» **WORK TO COMPLETE**:
Reproduce the entries. Each one must match the original exactly.

Start of EXTRACTED INFORMATION

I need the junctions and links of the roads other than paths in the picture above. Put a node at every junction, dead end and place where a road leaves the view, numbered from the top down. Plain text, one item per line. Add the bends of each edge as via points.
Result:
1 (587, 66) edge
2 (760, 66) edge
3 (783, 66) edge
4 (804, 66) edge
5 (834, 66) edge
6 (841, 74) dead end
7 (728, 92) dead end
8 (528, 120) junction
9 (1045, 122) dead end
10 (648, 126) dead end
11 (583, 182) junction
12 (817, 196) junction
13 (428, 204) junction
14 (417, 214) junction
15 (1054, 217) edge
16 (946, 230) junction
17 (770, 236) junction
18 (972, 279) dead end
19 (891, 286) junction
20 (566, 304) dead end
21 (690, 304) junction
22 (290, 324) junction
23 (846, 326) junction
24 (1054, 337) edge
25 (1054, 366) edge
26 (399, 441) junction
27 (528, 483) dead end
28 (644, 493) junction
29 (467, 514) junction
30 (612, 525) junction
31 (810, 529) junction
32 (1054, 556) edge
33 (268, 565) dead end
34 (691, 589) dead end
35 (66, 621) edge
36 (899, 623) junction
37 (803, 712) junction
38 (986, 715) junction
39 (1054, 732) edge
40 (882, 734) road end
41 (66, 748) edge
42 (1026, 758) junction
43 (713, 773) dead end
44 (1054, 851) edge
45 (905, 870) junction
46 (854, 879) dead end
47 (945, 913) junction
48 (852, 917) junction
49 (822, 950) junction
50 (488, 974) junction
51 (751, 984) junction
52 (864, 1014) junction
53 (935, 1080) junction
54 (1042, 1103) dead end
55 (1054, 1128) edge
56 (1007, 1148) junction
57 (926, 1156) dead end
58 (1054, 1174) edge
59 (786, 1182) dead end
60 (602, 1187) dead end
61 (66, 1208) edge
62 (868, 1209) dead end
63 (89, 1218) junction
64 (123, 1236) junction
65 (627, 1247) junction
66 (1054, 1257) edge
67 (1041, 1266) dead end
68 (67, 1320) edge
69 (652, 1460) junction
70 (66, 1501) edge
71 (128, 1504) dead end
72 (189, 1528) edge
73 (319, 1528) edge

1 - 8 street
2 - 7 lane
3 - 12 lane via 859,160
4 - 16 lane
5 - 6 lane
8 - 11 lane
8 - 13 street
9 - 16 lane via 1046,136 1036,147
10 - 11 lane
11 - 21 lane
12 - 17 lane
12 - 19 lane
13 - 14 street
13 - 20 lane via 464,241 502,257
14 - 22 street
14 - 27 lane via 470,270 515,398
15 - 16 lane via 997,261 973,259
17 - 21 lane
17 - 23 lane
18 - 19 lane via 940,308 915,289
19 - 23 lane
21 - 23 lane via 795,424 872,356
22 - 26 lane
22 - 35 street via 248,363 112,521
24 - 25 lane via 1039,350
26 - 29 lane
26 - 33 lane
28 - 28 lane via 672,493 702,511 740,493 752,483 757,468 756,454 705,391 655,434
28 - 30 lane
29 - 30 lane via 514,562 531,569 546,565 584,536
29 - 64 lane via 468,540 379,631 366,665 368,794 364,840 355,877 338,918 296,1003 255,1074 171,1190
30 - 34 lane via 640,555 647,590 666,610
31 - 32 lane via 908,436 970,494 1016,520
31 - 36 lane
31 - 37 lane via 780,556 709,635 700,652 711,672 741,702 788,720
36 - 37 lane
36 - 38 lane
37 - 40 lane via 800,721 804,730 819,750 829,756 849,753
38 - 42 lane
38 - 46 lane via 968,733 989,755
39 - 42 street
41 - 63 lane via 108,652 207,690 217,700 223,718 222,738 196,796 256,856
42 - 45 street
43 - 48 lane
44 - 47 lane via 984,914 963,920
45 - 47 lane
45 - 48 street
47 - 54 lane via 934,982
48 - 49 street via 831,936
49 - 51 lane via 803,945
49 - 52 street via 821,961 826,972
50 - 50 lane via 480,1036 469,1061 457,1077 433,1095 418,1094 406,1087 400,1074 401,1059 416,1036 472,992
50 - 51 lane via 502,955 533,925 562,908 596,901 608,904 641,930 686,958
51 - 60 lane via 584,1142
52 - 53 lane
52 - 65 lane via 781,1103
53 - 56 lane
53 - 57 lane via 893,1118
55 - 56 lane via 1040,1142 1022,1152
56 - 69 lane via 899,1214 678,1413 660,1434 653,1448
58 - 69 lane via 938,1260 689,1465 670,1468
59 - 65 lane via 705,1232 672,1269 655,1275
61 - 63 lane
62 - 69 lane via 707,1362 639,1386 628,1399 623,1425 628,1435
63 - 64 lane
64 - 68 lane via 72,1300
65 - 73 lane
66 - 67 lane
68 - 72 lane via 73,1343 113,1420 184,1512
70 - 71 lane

End of EXTRACTED INFORMATION

» **RESULT OF THIS TASK**:
I need the junctions and links of the roads other than paths in the picture above. Put a node at every junction, dead end and place where a road leaves the view, numbered from the top down. Plain text, one item per line. Add the bends of each edge as via points.
Result:
1 (587, 66) edge
2 (760, 66) edge
3 (783, 66) edge
4 (804, 66) edge
5 (834, 66) edge
6 (841, 74) dead end
7 (728, 92) dead end
8 (528, 120) junction
9 (1045, 122) dead end
10 (648, 126) dead end
11 (583, 182) junction
12 (817, 196) junction
13 (428, 204) junction
14 (417, 214) junction
15 (1054, 217) edge
16 (946, 230) junction
17 (770, 236) junction
18 (972, 279) dead end
19 (891, 286) junction
20 (566, 304) dead end
21 (690, 304) junction
22 (290, 324) junction
23 (846, 326) junction
24 (1054, 337) edge
25 (1054, 366) edge
26 (399, 441) junction
27 (528, 483) dead end
28 (644, 493) junction
29 (467, 514) junction
30 (612, 525) junction
31 (810, 529) junction
32 (1054, 556) edge
33 (268, 565) dead end
34 (691, 589) dead end
35 (66, 621) edge
36 (899, 623) junction
37 (803, 712) junction
38 (986, 715) junction
39 (1054, 732) edge
40 (882, 734) road end
41 (66, 748) edge
42 (1026, 758) junction
43 (713, 773) dead end
44 (1054, 851) edge
45 (905, 870) junction
46 (854, 879) dead end
47 (945, 913) junction
48 (852, 917) junction
49 (822, 950) junction
50 (488, 974) junction
51 (751, 984) junction
52 (864, 1014) junction
53 (935, 1080) junction
54 (1042, 1103) dead end
55 (1054, 1128) edge
56 (1007, 1148) junction
57 (926, 1156) dead end
58 (1054, 1174) edge
59 (786, 1182) dead end
60 (602, 1187) dead end
61 (66, 1208) edge
62 (868, 1209) dead end
63 (89, 1218) junction
64 (123, 1236) junction
65 (627, 1247) junction
66 (1054, 1257) edge
67 (1041, 1266) dead end
68 (67, 1320) edge
69 (652, 1460) junction
70 (66, 1501) edge
71 (128, 1504) dead end
72 (189, 1528) edge
73 (319, 1528) edge

1 - 8 street
2 - 7 lane
3 - 12 lane via 859,160
4 - 16 lane
5 - 6 lane
8 - 11 lane
8 - 13 street
9 - 16 lane via 1046,136 1036,147
10 - 11 lane
11 - 21 lane
12 - 17 lane
12 - 19 lane
13 - 14 street
13 - 20 lane via 464,241 502,257
14 - 22 street
14 - 27 lane via 470,270 515,398
15 - 16 lane via 997,261 973,259
17 - 21 lane
17 - 23 lane
18 - 19 lane via 940,308 915,289
19 - 23 lane
21 - 23 lane via 795,424 872,356
22 - 26 lane
22 - 35 street via 248,363 112,521
24 - 25 lane via 1039,350
26 - 29 lane
26 - 33 lane
28 - 28 lane via 672,493 702,511 740,493 752,483 757,468 756,454 705,391 655,434
28 - 30 lane
29 - 30 lane via 514,562 531,569 546,565 584,536
29 - 64 lane via 468,540 379,631 366,665 368,794 364,840 355,877 338,918 296,1003 255,1074 171,1190
30 - 34 lane via 640,555 647,590 666,610
31 - 32 lane via 908,436 970,494 1016,520
31 - 36 lane
31 - 37 lane via 780,556 709,635 700,652 711,672 741,702 788,720
36 - 37 lane
36 - 38 lane
37 - 40 lane via 800,721 804,730 819,750 829,756 849,753
38 - 42 lane
38 - 46 lane via 968,733 989,755
39 - 42 street
41 - 63 lane via 108,652 207,690 217,700 223,718 222,738 196,796 256,856
42 - 45 street
43 - 48 lane
44 - 47 lane via 984,914 963,920
45 - 47 lane
45 - 48 street
47 - 54 lane via 934,982
48 - 49 street via 831,936
49 - 51 lane via 803,945
49 - 52 street via 821,961 826,972
50 - 50 lane via 480,1036 469,1061 457,1077 433,1095 418,1094 406,1087 400,1074 401,1059 416,1036 472,992
50 - 51 lane via 502,955 533,925 562,908 596,901 608,904 641,930 686,958
51 - 60 lane via 584,1142
52 - 53 lane
52 - 65 lane via 781,1103
53 - 56 lane
53 - 57 lane via 893,1118
55 - 56 lane via 1040,1142 1022,1152
56 - 69 lane via 899,1214 678,1413 660,1434 653,1448
58 - 69 lane via 938,1260 689,1465 670,1468
59 - 65 lane via 705,1232 672,1269 655,1275
61 - 63 lane
62 - 69 lane via 707,1362 639,1386 628,1399 623,1425 628,1435
63 - 64 lane
64 - 68 lane via 72,1300
65 - 73 lane
66 - 67 lane
68 - 72 lane via 73,1343 113,1420 184,1512
70 - 71 lane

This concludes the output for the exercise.